Computer science teachers offered cash incentive
- Published
High-flying graduates are to be given a £20,000 golden handshake to train as computer science teachers.
Ministers have asked Facebook, Microsoft and IBM to help design the training for the new teachers.
Education Secretary Michael Gove said current information and communications technology (ICT) teacher training courses would be axed from next year.
The move "could not be more welcome or more necessary", said Prof Steve Furber of the Royal Society.
Major changes to the teaching of computing in English schools are already in the pipeline. Mr Gove announced plans to scrap the existing schools ICT curriculum back in January, calling it "demotivating and dull" with pupils learning little more than basic digital literacy skills such as word processing.
At the time he called instead for pupils to learn computer coding so that they could produce simple animations or their own smartphone apps.
A recent report by the Royal Society also found that computer education in English schools was "highly unsatisfactory" and highlighted a shortage of teachers capable of teaching computer science with only 35% of England's ICT teachers being subject specialists.
About 50 scholarships will be handed out in the first year and up to 500 existing ICT teachers will also be retrained to teach computer science.
Students who graduate from university with at least a 2:1 degree will be eligible for a £20,000 scholarship to train on one of the new courses, which have been set up with leading industry experts.
To qualify the candidates will need a good understanding of computer science concepts such as algorithms, logic, data networks and the internet, according to the Department for Education.
'More needed'
Prof Furber told BBC News: "Computer science was a backwater in many schools... but this is an extremely clear signal that the government is taking the problem seriously, that even in times of austerity they have heard the message and are sorting things out."

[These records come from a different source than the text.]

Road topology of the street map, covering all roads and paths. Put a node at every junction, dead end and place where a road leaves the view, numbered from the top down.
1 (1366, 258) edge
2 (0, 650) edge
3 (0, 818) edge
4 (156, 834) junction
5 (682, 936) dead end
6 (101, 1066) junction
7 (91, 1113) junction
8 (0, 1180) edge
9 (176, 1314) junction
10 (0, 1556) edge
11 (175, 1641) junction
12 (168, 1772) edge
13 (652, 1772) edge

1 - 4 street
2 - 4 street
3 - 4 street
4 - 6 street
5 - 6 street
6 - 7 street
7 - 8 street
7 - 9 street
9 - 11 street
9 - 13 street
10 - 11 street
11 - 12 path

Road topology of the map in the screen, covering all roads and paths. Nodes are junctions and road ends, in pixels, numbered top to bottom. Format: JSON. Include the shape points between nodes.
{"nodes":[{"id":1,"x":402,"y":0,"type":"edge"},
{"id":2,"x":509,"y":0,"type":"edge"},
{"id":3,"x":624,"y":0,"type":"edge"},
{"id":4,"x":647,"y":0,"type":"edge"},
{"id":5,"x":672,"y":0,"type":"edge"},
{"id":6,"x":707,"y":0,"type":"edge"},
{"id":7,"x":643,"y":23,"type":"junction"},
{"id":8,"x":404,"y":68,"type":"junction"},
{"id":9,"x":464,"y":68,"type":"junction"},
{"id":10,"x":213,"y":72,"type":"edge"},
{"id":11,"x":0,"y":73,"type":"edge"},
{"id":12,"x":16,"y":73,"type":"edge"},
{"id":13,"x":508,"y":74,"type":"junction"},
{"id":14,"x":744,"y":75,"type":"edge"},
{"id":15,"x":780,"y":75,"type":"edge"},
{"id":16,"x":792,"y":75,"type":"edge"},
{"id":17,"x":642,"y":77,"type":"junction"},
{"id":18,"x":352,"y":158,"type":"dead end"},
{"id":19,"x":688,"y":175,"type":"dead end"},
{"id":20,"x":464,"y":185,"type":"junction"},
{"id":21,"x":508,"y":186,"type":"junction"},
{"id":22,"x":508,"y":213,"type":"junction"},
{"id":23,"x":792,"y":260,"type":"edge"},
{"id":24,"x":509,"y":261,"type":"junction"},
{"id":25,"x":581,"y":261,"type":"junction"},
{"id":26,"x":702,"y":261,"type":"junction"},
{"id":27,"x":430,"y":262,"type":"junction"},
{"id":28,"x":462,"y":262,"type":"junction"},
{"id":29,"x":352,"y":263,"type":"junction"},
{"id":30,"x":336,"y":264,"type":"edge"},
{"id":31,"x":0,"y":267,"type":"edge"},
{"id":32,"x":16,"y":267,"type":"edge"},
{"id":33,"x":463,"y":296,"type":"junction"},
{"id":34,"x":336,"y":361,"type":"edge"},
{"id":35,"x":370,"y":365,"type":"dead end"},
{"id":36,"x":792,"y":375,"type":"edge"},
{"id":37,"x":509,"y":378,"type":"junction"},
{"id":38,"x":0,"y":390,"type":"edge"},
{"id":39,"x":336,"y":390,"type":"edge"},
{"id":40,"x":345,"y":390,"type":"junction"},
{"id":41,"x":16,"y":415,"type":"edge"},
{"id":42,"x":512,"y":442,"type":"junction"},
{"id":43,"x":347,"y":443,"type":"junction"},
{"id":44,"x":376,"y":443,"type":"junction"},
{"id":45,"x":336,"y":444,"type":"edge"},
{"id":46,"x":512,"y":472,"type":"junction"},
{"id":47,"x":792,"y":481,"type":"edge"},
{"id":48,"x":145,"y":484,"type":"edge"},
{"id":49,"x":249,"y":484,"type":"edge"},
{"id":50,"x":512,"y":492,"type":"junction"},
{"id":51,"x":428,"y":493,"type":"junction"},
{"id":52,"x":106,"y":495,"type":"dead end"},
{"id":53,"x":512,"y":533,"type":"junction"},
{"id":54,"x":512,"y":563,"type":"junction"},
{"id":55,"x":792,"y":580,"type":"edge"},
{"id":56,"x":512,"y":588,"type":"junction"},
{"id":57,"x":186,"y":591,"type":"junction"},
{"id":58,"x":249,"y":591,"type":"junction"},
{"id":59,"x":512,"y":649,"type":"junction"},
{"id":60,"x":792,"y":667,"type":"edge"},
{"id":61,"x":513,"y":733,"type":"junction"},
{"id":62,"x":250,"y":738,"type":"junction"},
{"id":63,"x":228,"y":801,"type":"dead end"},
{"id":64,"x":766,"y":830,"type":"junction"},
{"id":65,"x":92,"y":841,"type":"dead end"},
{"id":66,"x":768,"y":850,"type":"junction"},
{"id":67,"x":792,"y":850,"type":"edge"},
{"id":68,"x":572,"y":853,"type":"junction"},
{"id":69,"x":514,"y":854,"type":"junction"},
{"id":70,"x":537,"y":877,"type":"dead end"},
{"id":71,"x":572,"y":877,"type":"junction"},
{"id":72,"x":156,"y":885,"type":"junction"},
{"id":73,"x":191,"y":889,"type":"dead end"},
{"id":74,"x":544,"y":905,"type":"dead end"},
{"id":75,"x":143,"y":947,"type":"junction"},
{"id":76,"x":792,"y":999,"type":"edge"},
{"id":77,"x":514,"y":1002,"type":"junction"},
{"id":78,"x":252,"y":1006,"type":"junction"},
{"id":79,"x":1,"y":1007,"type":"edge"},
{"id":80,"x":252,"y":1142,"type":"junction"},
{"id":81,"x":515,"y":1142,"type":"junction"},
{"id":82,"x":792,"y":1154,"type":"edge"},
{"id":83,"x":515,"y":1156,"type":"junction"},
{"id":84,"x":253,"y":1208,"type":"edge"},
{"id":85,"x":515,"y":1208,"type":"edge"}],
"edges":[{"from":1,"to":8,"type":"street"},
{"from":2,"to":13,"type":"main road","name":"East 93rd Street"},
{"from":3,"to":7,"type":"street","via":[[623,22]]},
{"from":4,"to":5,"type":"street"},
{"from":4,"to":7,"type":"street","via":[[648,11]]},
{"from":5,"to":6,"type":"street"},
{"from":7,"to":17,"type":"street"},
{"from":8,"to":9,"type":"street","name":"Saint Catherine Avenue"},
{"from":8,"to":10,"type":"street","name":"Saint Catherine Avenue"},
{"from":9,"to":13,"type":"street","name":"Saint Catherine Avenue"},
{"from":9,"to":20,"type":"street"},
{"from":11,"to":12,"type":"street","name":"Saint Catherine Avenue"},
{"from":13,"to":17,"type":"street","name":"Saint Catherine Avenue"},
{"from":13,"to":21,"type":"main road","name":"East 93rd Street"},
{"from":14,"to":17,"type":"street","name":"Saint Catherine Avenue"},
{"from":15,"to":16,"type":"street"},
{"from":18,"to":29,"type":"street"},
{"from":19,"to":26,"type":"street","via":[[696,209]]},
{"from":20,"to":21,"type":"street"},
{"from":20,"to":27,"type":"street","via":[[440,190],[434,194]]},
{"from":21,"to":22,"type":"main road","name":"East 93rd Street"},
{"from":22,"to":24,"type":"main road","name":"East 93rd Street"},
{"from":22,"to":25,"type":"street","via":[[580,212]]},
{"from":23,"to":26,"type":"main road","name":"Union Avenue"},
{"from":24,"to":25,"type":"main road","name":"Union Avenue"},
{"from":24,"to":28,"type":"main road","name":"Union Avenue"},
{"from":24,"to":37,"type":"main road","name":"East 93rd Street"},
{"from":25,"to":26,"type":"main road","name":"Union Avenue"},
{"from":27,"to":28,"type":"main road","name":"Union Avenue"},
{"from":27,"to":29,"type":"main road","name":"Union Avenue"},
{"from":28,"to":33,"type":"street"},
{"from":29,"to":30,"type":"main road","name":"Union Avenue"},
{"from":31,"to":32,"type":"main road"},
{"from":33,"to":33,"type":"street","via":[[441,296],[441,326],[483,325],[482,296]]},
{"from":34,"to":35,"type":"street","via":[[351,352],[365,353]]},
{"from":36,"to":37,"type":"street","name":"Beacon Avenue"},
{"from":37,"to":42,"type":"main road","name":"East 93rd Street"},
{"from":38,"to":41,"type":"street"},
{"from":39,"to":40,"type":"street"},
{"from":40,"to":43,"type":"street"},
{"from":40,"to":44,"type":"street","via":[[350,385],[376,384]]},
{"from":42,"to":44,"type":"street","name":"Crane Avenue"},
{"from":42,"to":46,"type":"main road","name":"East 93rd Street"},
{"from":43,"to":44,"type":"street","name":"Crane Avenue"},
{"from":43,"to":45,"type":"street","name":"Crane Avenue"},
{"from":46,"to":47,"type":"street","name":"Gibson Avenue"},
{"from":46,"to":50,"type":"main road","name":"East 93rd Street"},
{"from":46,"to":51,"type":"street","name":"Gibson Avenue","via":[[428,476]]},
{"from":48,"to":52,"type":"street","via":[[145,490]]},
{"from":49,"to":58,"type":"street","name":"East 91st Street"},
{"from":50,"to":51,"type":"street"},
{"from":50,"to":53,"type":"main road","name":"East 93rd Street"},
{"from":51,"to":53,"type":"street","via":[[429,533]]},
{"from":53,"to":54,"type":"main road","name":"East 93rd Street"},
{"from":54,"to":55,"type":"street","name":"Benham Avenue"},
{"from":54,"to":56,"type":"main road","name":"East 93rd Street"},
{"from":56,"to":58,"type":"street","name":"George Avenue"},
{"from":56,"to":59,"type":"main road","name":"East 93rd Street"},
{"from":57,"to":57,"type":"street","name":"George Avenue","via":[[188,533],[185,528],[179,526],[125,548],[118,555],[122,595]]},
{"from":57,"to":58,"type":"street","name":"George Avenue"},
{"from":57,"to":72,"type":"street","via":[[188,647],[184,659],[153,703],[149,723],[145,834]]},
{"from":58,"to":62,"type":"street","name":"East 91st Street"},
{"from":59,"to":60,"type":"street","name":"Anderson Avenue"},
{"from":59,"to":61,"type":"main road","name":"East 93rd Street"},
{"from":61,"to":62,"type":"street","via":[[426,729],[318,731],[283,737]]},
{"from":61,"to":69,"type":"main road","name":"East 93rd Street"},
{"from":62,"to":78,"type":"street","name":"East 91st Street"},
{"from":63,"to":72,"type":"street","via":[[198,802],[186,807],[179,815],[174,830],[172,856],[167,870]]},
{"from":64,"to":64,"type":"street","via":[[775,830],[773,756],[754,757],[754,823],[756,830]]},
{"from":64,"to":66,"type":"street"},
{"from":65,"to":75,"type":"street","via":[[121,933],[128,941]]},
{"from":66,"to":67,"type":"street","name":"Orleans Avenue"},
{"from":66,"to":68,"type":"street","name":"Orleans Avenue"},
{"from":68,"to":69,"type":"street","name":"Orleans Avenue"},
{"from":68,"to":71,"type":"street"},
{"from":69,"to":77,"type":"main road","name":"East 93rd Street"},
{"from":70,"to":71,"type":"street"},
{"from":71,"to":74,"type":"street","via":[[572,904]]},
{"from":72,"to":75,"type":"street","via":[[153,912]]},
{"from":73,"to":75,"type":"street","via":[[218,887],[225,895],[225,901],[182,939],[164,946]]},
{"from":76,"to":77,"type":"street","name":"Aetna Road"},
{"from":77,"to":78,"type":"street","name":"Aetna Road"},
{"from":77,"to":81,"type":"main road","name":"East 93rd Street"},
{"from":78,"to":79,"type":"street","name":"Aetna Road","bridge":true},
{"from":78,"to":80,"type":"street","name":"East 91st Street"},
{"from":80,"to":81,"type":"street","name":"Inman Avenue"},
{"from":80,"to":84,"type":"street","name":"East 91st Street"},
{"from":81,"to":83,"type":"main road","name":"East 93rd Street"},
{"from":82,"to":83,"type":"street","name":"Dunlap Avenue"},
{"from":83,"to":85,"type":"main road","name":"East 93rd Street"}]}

Prof Furber said the number of new computer science teachers was small and would go only part of the way to solving the problem. Ideally, he said, he would like to see one or two computer science teachers in each of England's 4,200 secondary schools.
He said existing ICT teachers "would need lots of help" to become adept in computer science, but added: "Of course there are already some excellent teachers out there doing all the right things. We are not starting from zero."
Mr Gove indicated that computer science could be added to the English Baccalaureate (EBacc) list of key academic subjects that teenagers are encouraged to study at GCSE. He said: "Computer science is not just a rigorous, fascinating and intellectually challenging subject. It is also vital to our success in the global race.
"If we want our country to produce the next Sir Tim Berners-Lee, creator of the internet, we need the very best computer science teachers in our classrooms. They need to have the right skills and deep subject knowledge to help their pupils."
Mr Gove was referring to the concept of a global system that would allow researchers anywhere to share information which was first proposed by Sir Tim while he was working at the Cern particle physics laboratory in Geneva in the 1980s. Sir Tim later named it the World Wide Web.
Labour questioned how effective the changes would be. Stephen Twigg MP, the shadow education secretary, said: "Michael Gove has developed an analogue curriculum in a digital age. His outdated EBacc places no value on subjects such as computing.
"If we are to remain competitive, we need to instigate a computer science revolution, starting with getting primary school children to learn coding."